- [TASK OBJECTIVE] Search the records below for the word "street". Pull out each line that has it.
══════
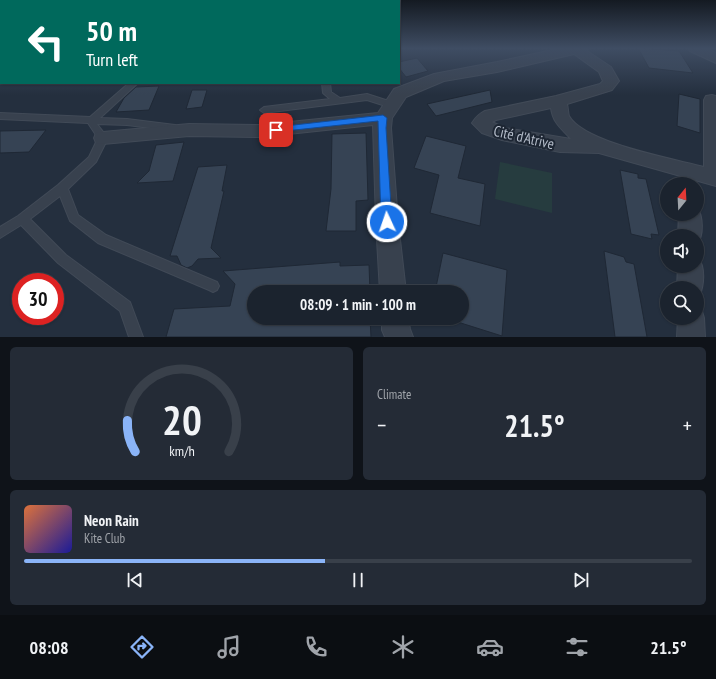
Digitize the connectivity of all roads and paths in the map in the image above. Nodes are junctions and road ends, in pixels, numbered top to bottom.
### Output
1 (512, 64) edge
2 (598, 64) edge
3 (133, 84) edge
4 (326, 84) edge
5 (337, 100) junction
6 (712, 100) dead end
7 (558, 101) junction
8 (264, 110) dead end
9 (388, 112) junction
10 (0, 116) edge
11 (91, 121) junction
12 (189, 130) junction
13 (104, 138) junction
14 (602, 147) junction
15 (687, 177) edge
16 (704, 177) edge
17 (715, 177) edge
18 (62, 188) junction
19 (22, 219) junction
20 (0, 233) edge
21 (392, 285) edge
22 (214, 286) dead end
23 (396, 325) edge
24 (691, 325) edge
25 (136, 337) edge
26 (399, 337) edge
27 (691, 337) edge

1 - 9 street
2 - 7 street, Cité d'Atrive
3 - 11 lane
4 - 5 lane
5 - 8 lane
5 - 9 lane
6 - 17 street, Cité d'Atrive
7 - 14 street, Cité d'Atrive
7 - 14 street, Cité d'Atrive
9 - 12 street
9 - 21 street
10 - 11 lane
11 - 12 lane
11 - 13 lane
12 - 13 street
13 - 18 lane
14 - 15 street, Cité d'Atrive
16 - 17 street, Cité d'Atrive
18 - 19 lane
18 - 22 lane
19 - 20 lane
19 - 25 lane
23 - 26 street
24 - 27 street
══════
- [EXERCISE ANSWER]
1 - 9 street
2 - 7 street, Cité d'Atrive
6 - 17 street, Cité d'Atrive
7 - 14 street, Cité d'Atrive
7 - 14 street, Cité d'Atrive
9 - 12 street
9 - 21 street
12 - 13 street
14 - 15 street, Cité d'Atrive
16 - 17 street, Cité d'Atrive
23 - 26 street
24 - 27 street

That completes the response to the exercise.